Problem of the second random process is that genetic mistakes can occur. Especially due to the deletion and duplication process, the chromosomes that come together in a new cell may be shorter or longer. The result of this spontaneous change in the structure of DNA is a so-called copy number variation. Due to the CNV chromosomes of different sizes can be combined in a new cell. If this occurs around conception, the result will be a first cell of a human with a genetic variation. This can be either positive or negative. In positive cases this new human will be capable of a special skill that is assessed positively, for example, in sports or science. In negative cases, you have to deal with a syndrome or a severe disability, as in this case the 1q21.1 CNVs.

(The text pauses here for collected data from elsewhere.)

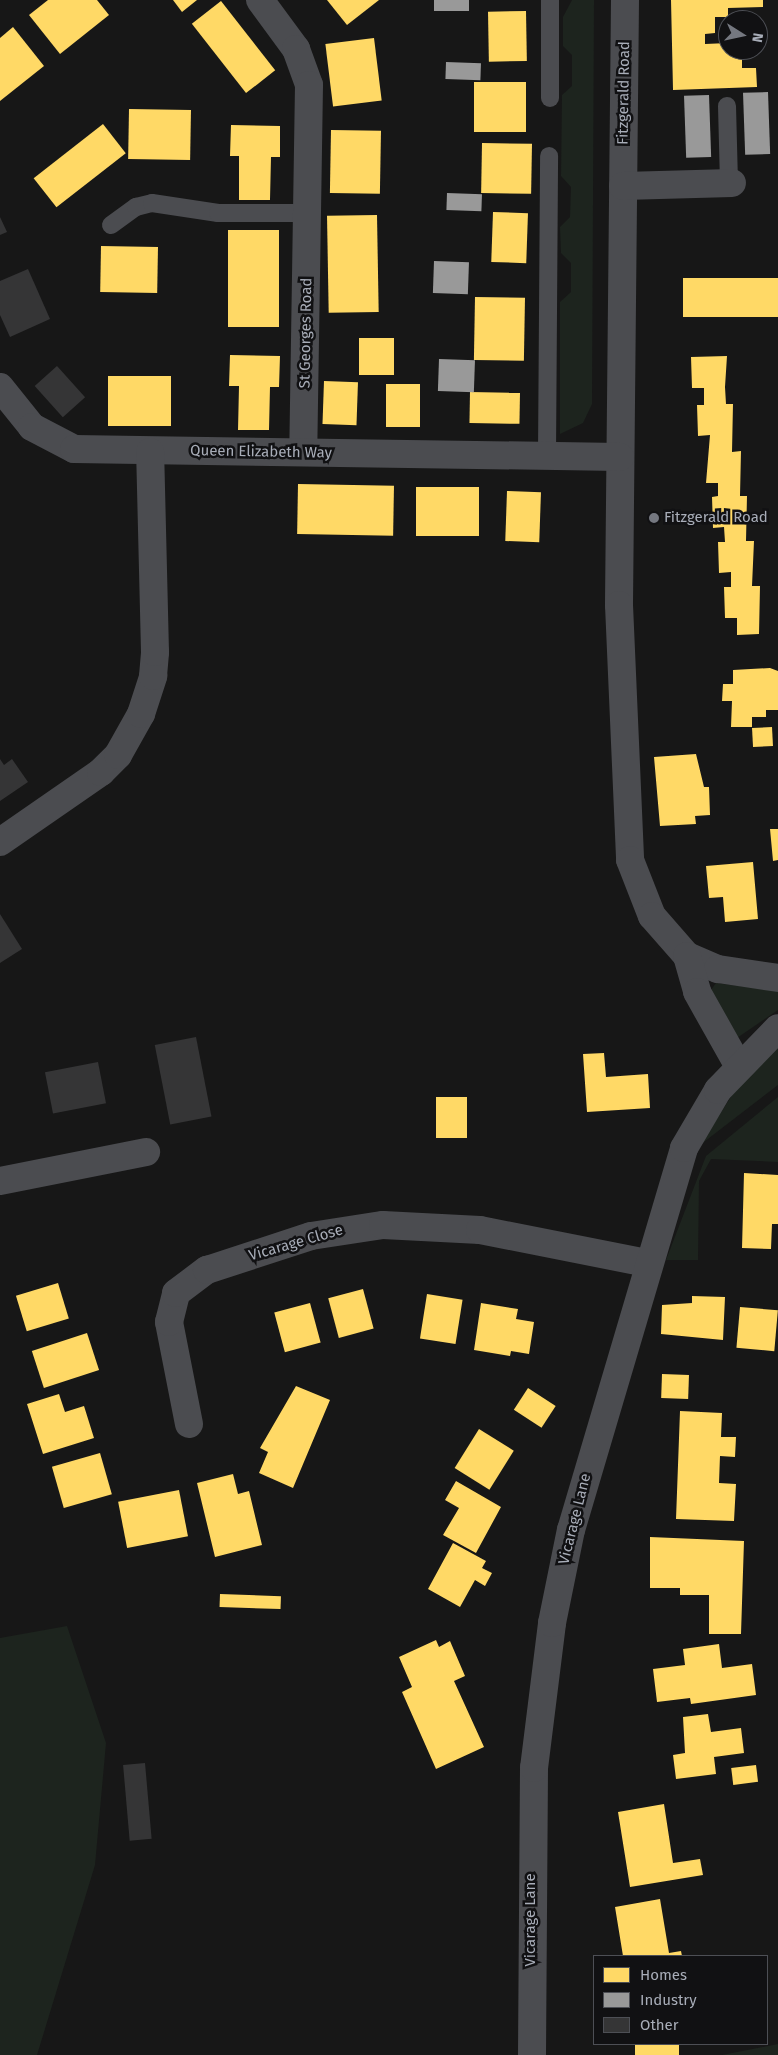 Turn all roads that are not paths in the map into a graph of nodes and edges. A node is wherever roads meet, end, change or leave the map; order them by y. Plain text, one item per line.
1 (260, 0) edge
2 (550, 0) edge
3 (625, 0) edge
4 (550, 98) dead end
5 (727, 106) dead end
6 (549, 156) dead end
7 (731, 184) joint
8 (623, 186) junction
9 (308, 213) junction
10 (111, 225) dead end
11 (0, 387) edge
12 (150, 452) junction
13 (303, 452) junction
14 (547, 455) junction
15 (620, 457) junction
16 (0, 842) edge
17 (687, 956) junction
18 (778, 978) edge
19 (778, 1028) edge
20 (738, 1065) junction
21 (146, 1152) dead end
22 (0, 1181) edge
23 (647, 1264) junction
24 (189, 1424) dead end
25 (532, 2055) edge

1 - 9 street, St Georges Road
2 - 4 lane
3 - 8 street, Fitzgerald Road
5 - 7 lane
6 - 14 lane
7 - 8 street
8 - 15 street, Fitzgerald Road
9 - 10 lane
9 - 13 street, St Georges Road
11 - 12 street, Queen Elizabeth Way
12 - 13 street, Queen Elizabeth Way
12 - 16 street
13 - 14 street, Queen Elizabeth Way
14 - 15 street, Queen Elizabeth Way
15 - 17 street, Fitzgerald Road
17 - 18 street, Fitzgerald Road
17 - 20 street
19 - 20 street, Vicarage Lane
20 - 23 street, Vicarage Lane
21 - 22 street
23 - 24 street, Vicarage Close
23 - 25 street, Vicarage Lane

Based on the meiotic process, the syndrome may occur in two ways.
1. a spontaneous deviation (a 'de novo' situation): two chromosomes come together of which one has a copy number variation as a result of the meiosis process.
2. a parent is unknowingly carrier of a chromosome with a copy number variation and passes it through at conception to the child, with different consequences for the child.

Due to this genetic misprint the embryo may experience problems in the development during the first months of pregnancy. Approximately 20 to 40 days after fertilization, something goes wrong in the construction of the body parts and brain, which leads to a chain reaction.

Because of the repetitions in 1q21.1, there is a larger chance on an unequal crossing-over during meiosis.

==Related genes==
Genes related to the proximal area are HFE2, TXNIP, POLR3GL, LIX1L, RBM8A, PEX11B, ITGA10, ANKRD35, PIAS3, NUDT17, POLR3C, RNF115, CD160, PDZK1, and GPR89A.

Genes related to the distal area are PDE4DIP, HYDIN2, PRKAB2, PDIA3P, FMO5, CHD1L, BCL9, ACP6, GJA5, GJA8, NBPF10, GPR89B, GPR89C, PDZK1P1 and NBPF11.